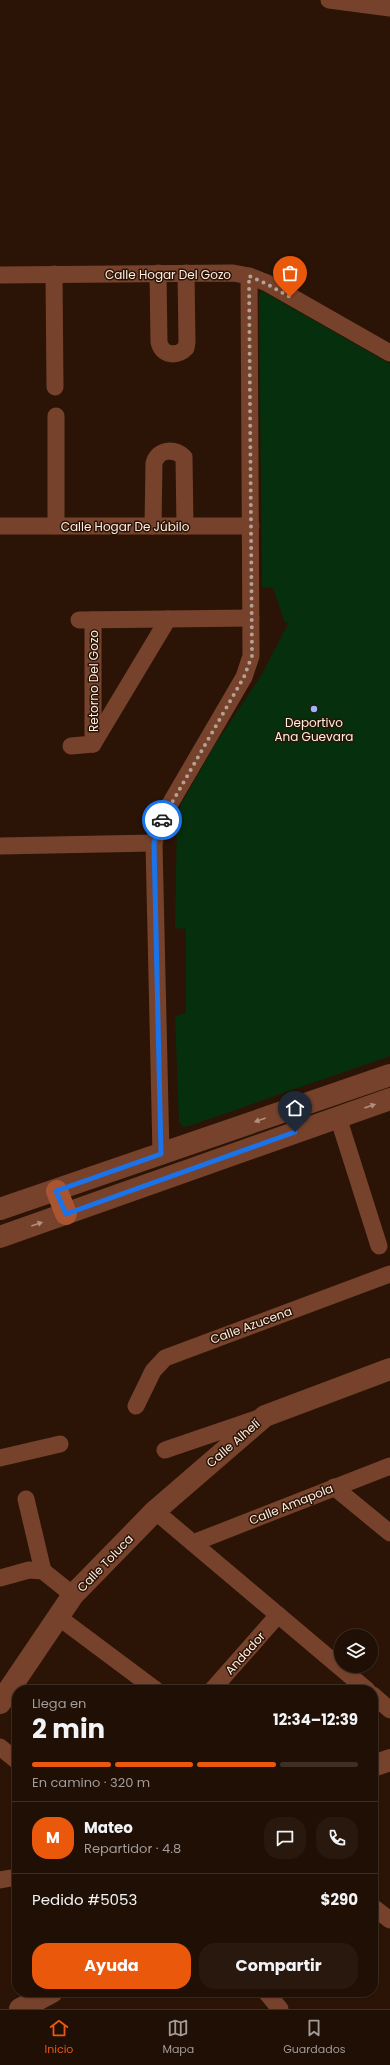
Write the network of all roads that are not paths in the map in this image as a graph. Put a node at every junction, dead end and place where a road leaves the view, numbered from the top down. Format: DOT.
graph roads {
  1 [pos="329,0"];
  2 [pos="390,8"];
  3 [pos="158,272"];
  4 [pos="186,272"];
  5 [pos="54,274"];
  6 [pos="0,275"];
  7 [pos="249,276"];
  8 [pos="390,353"];
  9 [pos="55,387"];
  10 [pos="56,416"];
  11 [pos="0,526"];
  12 [pos="56,526"];
  13 [pos="154,526"];
  14 [pos="185,526"];
  15 [pos="251,526"];
  16 [pos="251,618"];
  17 [pos="168,619"];
  18 [pos="93,744"];
  19 [pos="71,746"];
  20 [pos="154,843"];
  21 [pos="0,846"];
  22 [pos="390,1075"];
  23 [pos="390,1099"];
  24 [pos="338,1117"];
  25 [pos="161,1154"];
  26 [pos="56,1191"];
  27 [pos="0,1209"];
  28 [pos="66,1214"];
  29 [pos="0,1237"];
  30 [pos="379,1246"];
  31 [pos="390,1274"];
  32 [pos="390,1369"];
  33 [pos="136,1406"];
  34 [pos="265,1416"];
  35 [pos="60,1444"];
  36 [pos="165,1450"];
  37 [pos="0,1458"];
  38 [pos="390,1466"];
  39 [pos="334,1487"];
  40 [pos="26,1499"];
  41 [pos="155,1511"];
  42 [pos="390,1533"];
  43 [pos="193,1543"];
  44 [pos="43,1570"];
  45 [pos="0,1578"];
  46 [pos="73,1595"];
  47 [pos="278,1615"];
  48 [pos="57,1616"];
  49 [pos="149,1685"];
  50 [pos="216,1685"];
  51 [pos="361,1685"];
  52 [pos="0,1703"];
  53 [pos="0,1747"];
  54 [pos="12,1757"];
  55 [pos="390,1760"];
  56 [pos="378,1764"];
  57 [pos="12,1879"];
  58 [pos="0,1880"];
  59 [pos="378,1911"];
  60 [pos="390,1920"];
  61 [pos="43,1997"];
  62 [pos="270,1997"];
  63 [pos="20,2009"];
  64 [pos="280,2009"];
  1 -- 2 [label="street"];
  3 -- 4 [label="street, Calle Hogar Del Gozo"];
  3 -- 4 [label="street"];
  3 -- 5 [label="street, Calle Hogar Del Gozo"];
  4 -- 7 [label="street, Calle Hogar Del Gozo"];
  5 -- 6 [label="street, Calle Hogar Del Gozo"];
  5 -- 9 [label="street"];
  7 -- 8 [label="street, Calle Hogar Del Gozo"];
  7 -- 15 [label="street"];
  10 -- 12 [label="street"];
  11 -- 12 [label="street, Calle Hogar De Júbilo"];
  12 -- 13 [label="street, Calle Hogar De Júbilo"];
  13 -- 14 [label="street, Calle Hogar De Júbilo"];
  13 -- 14 [label="street"];
  14 -- 15 [label="street, Calle Hogar De Júbilo"];
  15 -- 16 [label="street"];
  16 -- 17 [label="street, Retorno Del Gozo"];
  16 -- 20 [label="street"];
  17 -- 18 [label="street, Retorno Del Gozo"];
  17 -- 18 [label="street, Retorno Del Gozo"];
  18 -- 19 [label="street"];
  20 -- 21 [label="street"];
  20 -- 25 [label="street"];
  22 -- 25 [label="street, one-way"];
  24 -- 23 [label="street, one-way"];
  24 -- 28 [label="street"];
  24 -- 30 [label="street"];
  25 -- 26 [label="street"];
  26 -- 27 [label="street"];
  26 -- 28 [label="main road"];
  29 -- 28 [label="street, one-way"];
  31 -- 33 [label="street, Calle Azucena"];
  32 -- 34 [label="street, Calle Alhelí"];
  34 -- 36 [label="street"];
  34 -- 41 [label="street, Calle Alhelí"];
  35 -- 37 [label="street"];
  38 -- 39 [label="street, Calle Amapola"];
  39 -- 42 [label="street"];
  39 -- 43 [label="street, Calle Amapola"];
  40 -- 44 [label="street"];
  41 -- 43 [label="street"];
  41 -- 46 [label="street, Calle Toluca"];
  43 -- 47 [label="street"];
  44 -- 45 [label="street"];
  44 -- 46 [label="street"];
  46 -- 48 [label="street, Calle Toluca"];
  47 -- 50 [label="street, Andador"];
  47 -- 51 [label="street"];
  48 -- 49 [label="street"];
  48 -- 52 [label="street, Calle Toluca"];
  53 -- 54 [label="street"];
  55 -- 56 [label="street"];
  57 -- 58 [label="street"];
  59 -- 60 [label="street"];
  61 -- 63 [label="street"];
  62 -- 64 [label="street"];
}
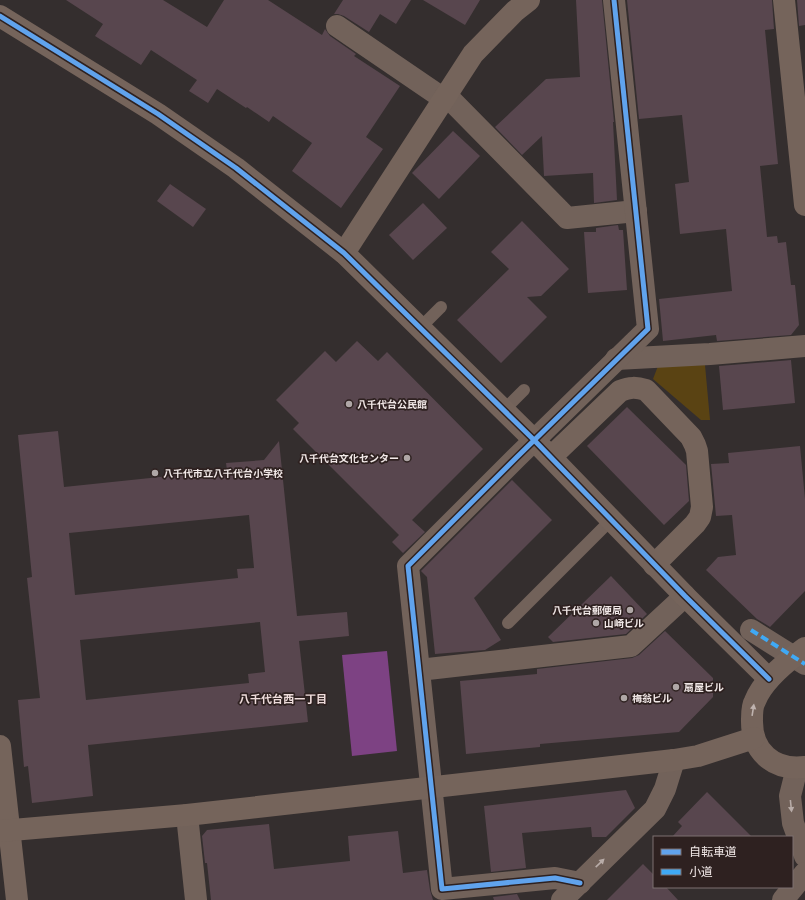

★ ★ ★ ★ ★

● WHAT TO WORK ON
The expected output is each entry given again word for word, with pictures dropped.

● RESPONSE TO THIS EXERCISE
Write the network of all roads that are not paths in the map in this image as a graph. Put a node at every junction, dead end and place where a road leaves the view, numbered from the top down. Format: DOT.
graph roads {
  1 [pos="329,0"];
  2 [pos="390,8"];
  3 [pos="158,272"];
  4 [pos="186,272"];
  5 [pos="54,274"];
  6 [pos="0,275"];
  7 [pos="249,276"];
  8 [pos="390,353"];
  9 [pos="55,387"];
  10 [pos="56,416"];
  11 [pos="0,526"];
  12 [pos="56,526"];
  13 [pos="154,526"];
  14 [pos="185,526"];
  15 [pos="251,526"];
  16 [pos="251,618"];
  17 [pos="168,619"];
  18 [pos="93,744"];
  19 [pos="71,746"];
  20 [pos="154,843"];
  21 [pos="0,846"];
  22 [pos="390,1075"];
  23 [pos="390,1099"];
  24 [pos="338,1117"];
  25 [pos="161,1154"];
  26 [pos="56,1191"];
  27 [pos="0,1209"];
  28 [pos="66,1214"];
  29 [pos="0,1237"];
  30 [pos="379,1246"];
  31 [pos="390,1274"];
  32 [pos="390,1369"];
  33 [pos="136,1406"];
  34 [pos="265,1416"];
  35 [pos="60,1444"];
  36 [pos="165,1450"];
  37 [pos="0,1458"];
  38 [pos="390,1466"];
  39 [pos="334,1487"];
  40 [pos="26,1499"];
  41 [pos="155,1511"];
  42 [pos="390,1533"];
  43 [pos="193,1543"];
  44 [pos="43,1570"];
  45 [pos="0,1578"];
  46 [pos="73,1595"];
  47 [pos="278,1615"];
  48 [pos="57,1616"];
  49 [pos="149,1685"];
  50 [pos="216,1685"];
  51 [pos="361,1685"];
  52 [pos="0,1703"];
  53 [pos="0,1747"];
  54 [pos="12,1757"];
  55 [pos="390,1760"];
  56 [pos="378,1764"];
  57 [pos="12,1879"];
  58 [pos="0,1880"];
  59 [pos="378,1911"];
  60 [pos="390,1920"];
  61 [pos="43,1997"];
  62 [pos="270,1997"];
  63 [pos="20,2009"];
  64 [pos="280,2009"];
  1 -- 2 [label="street"];
  3 -- 4 [label="street, Calle Hogar Del Gozo"];
  3 -- 4 [label="street"];
  3 -- 5 [label="street, Calle Hogar Del Gozo"];
  4 -- 7 [label="street, Calle Hogar Del Gozo"];
  5 -- 6 [label="street, Calle Hogar Del Gozo"];
  5 -- 9 [label="street"];
  7 -- 8 [label="street, Calle Hogar Del Gozo"];
  7 -- 15 [label="street"];
  10 -- 12 [label="street"];
  11 -- 12 [label="street, Calle Hogar De Júbilo"];
  12 -- 13 [label="street, Calle Hogar De Júbilo"];
  13 -- 14 [label="street, Calle Hogar De Júbilo"];
  13 -- 14 [label="street"];
  14 -- 15 [label="street, Calle Hogar De Júbilo"];
  15 -- 16 [label="street"];
  16 -- 17 [label="street, Retorno Del Gozo"];
  16 -- 20 [label="street"];
  17 -- 18 [label="street, Retorno Del Gozo"];
  17 -- 18 [label="street, Retorno Del Gozo"];
  18 -- 19 [label="street"];
  20 -- 21 [label="street"];
  20 -- 25 [label="street"];
  22 -- 25 [label="street, one-way"];
  24 -- 23 [label="street, one-way"];
  24 -- 28 [label="street"];
  24 -- 30 [label="street"];
  25 -- 26 [label="street"];
  26 -- 27 [label="street"];
  26 -- 28 [label="main road"];
  29 -- 28 [label="street, one-way"];
  31 -- 33 [label="street, Calle Azucena"];
  32 -- 34 [label="street, Calle Alhelí"];
  34 -- 36 [label="street"];
  34 -- 41 [label="street, Calle Alhelí"];
  35 -- 37 [label="street"];
  38 -- 39 [label="street, Calle Amapola"];
  39 -- 42 [label="street"];
  39 -- 43 [label="street, Calle Amapola"];
  40 -- 44 [label="street"];
  41 -- 43 [label="street"];
  41 -- 46 [label="street, Calle Toluca"];
  43 -- 47 [label="street"];
  44 -- 45 [label="street"];
  44 -- 46 [label="street"];
  46 -- 48 [label="street, Calle Toluca"];
  47 -- 50 [label="street, Andador"];
  47 -- 51 [label="street"];
  48 -- 49 [label="street"];
  48 -- 52 [label="street, Calle Toluca"];
  53 -- 54 [label="street"];
  55 -- 56 [label="street"];
  57 -- 58 [label="street"];
  59 -- 60 [label="street"];
  61 -- 63 [label="street"];
  62 -- 64 [label="street"];
}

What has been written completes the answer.